Stored entries:
____
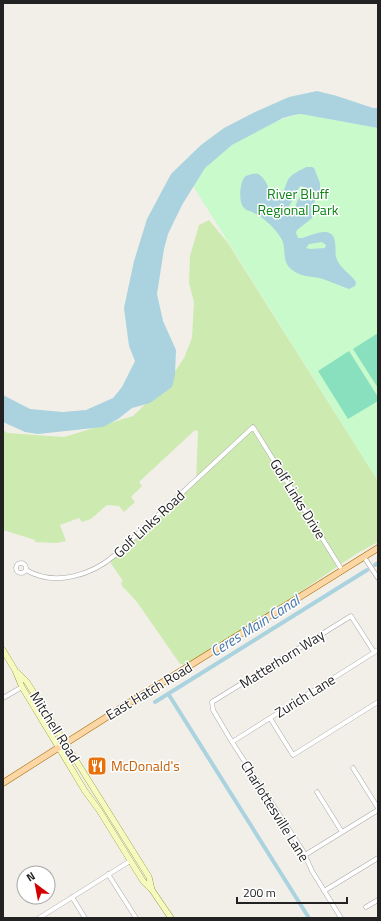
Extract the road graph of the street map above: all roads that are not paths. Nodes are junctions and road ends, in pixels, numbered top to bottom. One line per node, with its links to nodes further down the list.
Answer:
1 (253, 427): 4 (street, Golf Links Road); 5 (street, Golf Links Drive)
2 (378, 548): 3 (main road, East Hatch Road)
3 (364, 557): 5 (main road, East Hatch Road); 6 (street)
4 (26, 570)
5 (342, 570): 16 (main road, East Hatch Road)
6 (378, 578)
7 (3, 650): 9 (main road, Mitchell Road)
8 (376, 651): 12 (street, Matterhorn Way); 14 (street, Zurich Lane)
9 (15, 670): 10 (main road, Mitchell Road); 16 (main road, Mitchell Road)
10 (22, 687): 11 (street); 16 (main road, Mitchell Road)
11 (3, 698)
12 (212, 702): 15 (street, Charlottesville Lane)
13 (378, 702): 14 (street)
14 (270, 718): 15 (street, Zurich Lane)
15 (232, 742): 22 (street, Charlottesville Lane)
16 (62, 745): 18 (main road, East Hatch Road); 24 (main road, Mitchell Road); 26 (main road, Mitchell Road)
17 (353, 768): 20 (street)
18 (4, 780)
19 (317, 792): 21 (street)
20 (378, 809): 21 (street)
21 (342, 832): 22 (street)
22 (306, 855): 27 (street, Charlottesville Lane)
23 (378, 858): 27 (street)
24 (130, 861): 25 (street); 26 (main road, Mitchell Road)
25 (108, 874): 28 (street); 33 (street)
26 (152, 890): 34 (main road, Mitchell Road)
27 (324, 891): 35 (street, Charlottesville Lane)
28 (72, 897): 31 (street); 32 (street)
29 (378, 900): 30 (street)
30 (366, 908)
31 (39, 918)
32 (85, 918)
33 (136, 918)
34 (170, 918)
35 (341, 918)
____
_What is needed_
From the entries above, list each line with "Hatch" in it.

_Output for this task_
2 (378, 548): 3 (main road, East Hatch Road)
3 (364, 557): 5 (main road, East Hatch Road); 6 (street)
5 (342, 570): 16 (main road, East Hatch Road)
16 (62, 745): 18 (main road, East Hatch Road); 24 (main road, Mitchell Road); 26 (main road, Mitchell Road)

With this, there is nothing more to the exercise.